Hash Tables
Introduction
Hash tables (also known as hash maps) are powerful data structures that store key-value pairs, allowing for efficient insertion, deletion, and lookup operations. Unlike arrays where elements are accessed by indices, hash tables let you access values using unique keys.
Think of a hash table like a dictionary - you look up a word (key) to find its definition (value). The magic of hash tables is that these operations typically run in O(1) time complexity, making them extremely fast even for large datasets.

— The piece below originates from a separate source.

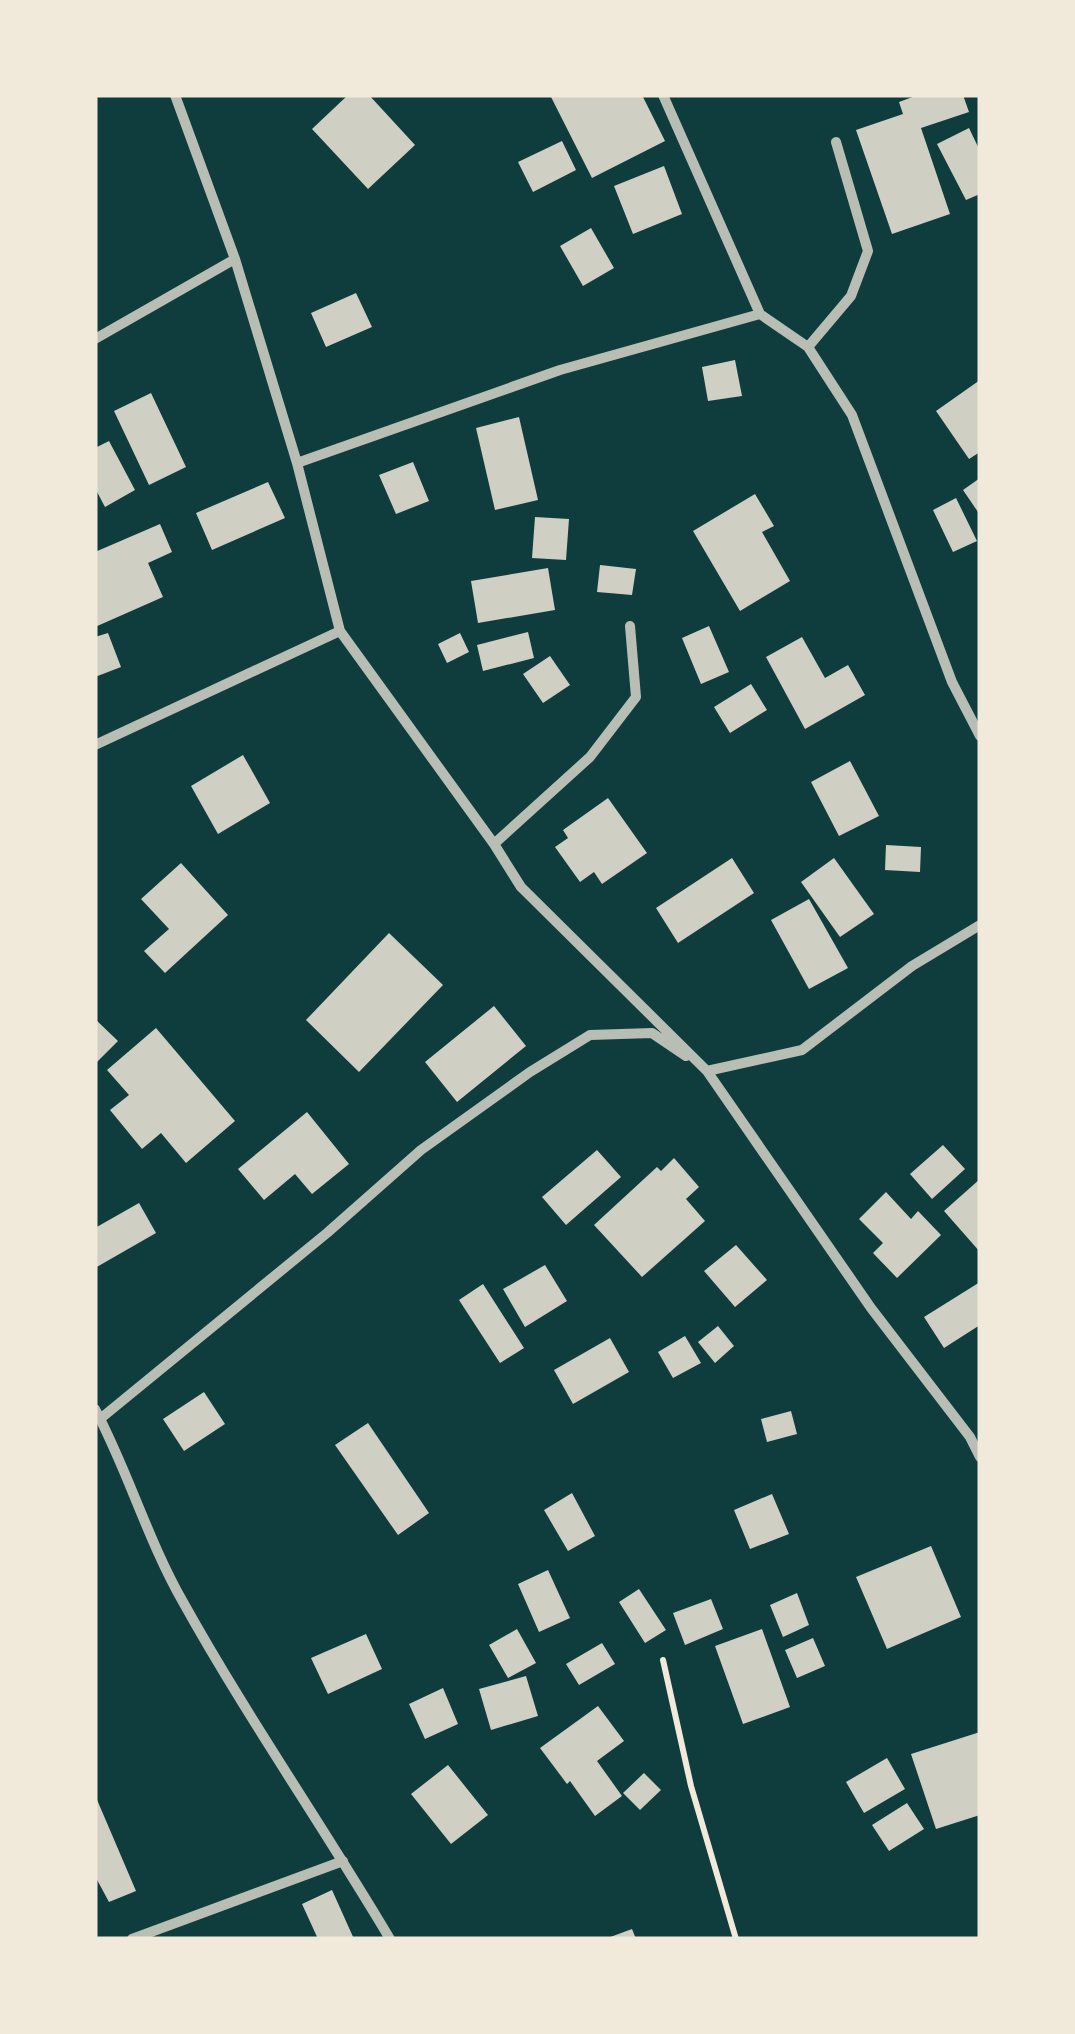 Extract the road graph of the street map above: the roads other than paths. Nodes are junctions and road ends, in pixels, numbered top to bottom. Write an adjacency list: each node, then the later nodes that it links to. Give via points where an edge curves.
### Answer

In this tutorial, we'll explore how hash tables work, how to implement them, and where they're commonly used in real-world applications.
How Hash Tables Work
Hash tables work through a process called hashing. Here's the basic workflow:
- You provide a key-value pair to store
- The key is passed through a hash function, which converts it to a numeric value
- This numeric value is used as an index in an underlying array
- The value is stored at this calculated position
Let's break down these components:
Hash Function
A hash function takes your key and transforms it into an array index. A good hash function has these properties:
- Deterministic: The same key should always produce the same hash value
- Fast: Computation should be quick
- Uniform distribution: It should distribute keys evenly across the array
- Low collision rate: Different keys should rarely produce the same hash value
Here's a simple hash function for strings in JavaScript:
function simpleHash(key, arraySize) {
let hashCode = 0;
for (let i = 0; i < key.length; i++) {
hashCode += key.charCodeAt(i);
}
return hashCode % arraySize;
}
// Example
const index = simpleHash("apple", 10);
console.log(index); // Outputs a number between 0-9
Collision Handling
A collision occurs when two different keys hash to the same array index. There are two main strategies for handling collisions:
- Chaining: Store multiple key-value pairs at the same index by using a linked list or another data structure
- Open Addressing: Find another empty slot in the array using techniques like linear probing, quadratic probing, or double hashing
Chaining Example
class HashTable {
constructor(size = 53) {
this.table = new Array(size);
}
hash(key) {
let total = 0;
const PRIME = 31;
for (let i = 0; i < Math.min(key.length, 100); i++) {
const char = key[i];
const value = char.charCodeAt(0) - 96;
total = (total * PRIME + value) % this.table.length;
}
return total;
}
set(key, value) {
const index = this.hash(key);
if (!this.table[index]) {
this.table[index] = [];
}
// Check if key already exists to update
for (let i = 0; i < this.table[index].length; i++) {
if (this.table[index][i][0] === key) {
this.table[index][i][1] = value;
return;
}
}
// Add new key-value pair
this.table[index].push([key, value]);
}
get(key) {
const index = this.hash(key);
if (!this.table[index]) return undefined;
for (let i = 0; i < this.table[index].length; i++) {
if (this.table[index][i][0] === key) {
return this.table[index][i][1];
}
}
return undefined;
}
}
// Example usage
const userTable = new HashTable();
userTable.set("john", { email: "[email protected]", age: 30 });
userTable.set("mary", { email: "[email protected]", age: 25 });
console.log(userTable.get("john")); // { email: "[email protected]", age: 30 }
console.log(userTable.get("mary")); // { email: "[email protected]", age: 25 }
Common Operations
Hash tables support the following key operations:
1. Insertion
Adding a new key-value pair to the hash table:
hashTable.set("username", "johndoe");
Time complexity: O(1) average case, O(n) worst case
2. Lookup/Retrieval
Finding a value by its key:
const username = hashTable.get("username"); // Returns "johndoe"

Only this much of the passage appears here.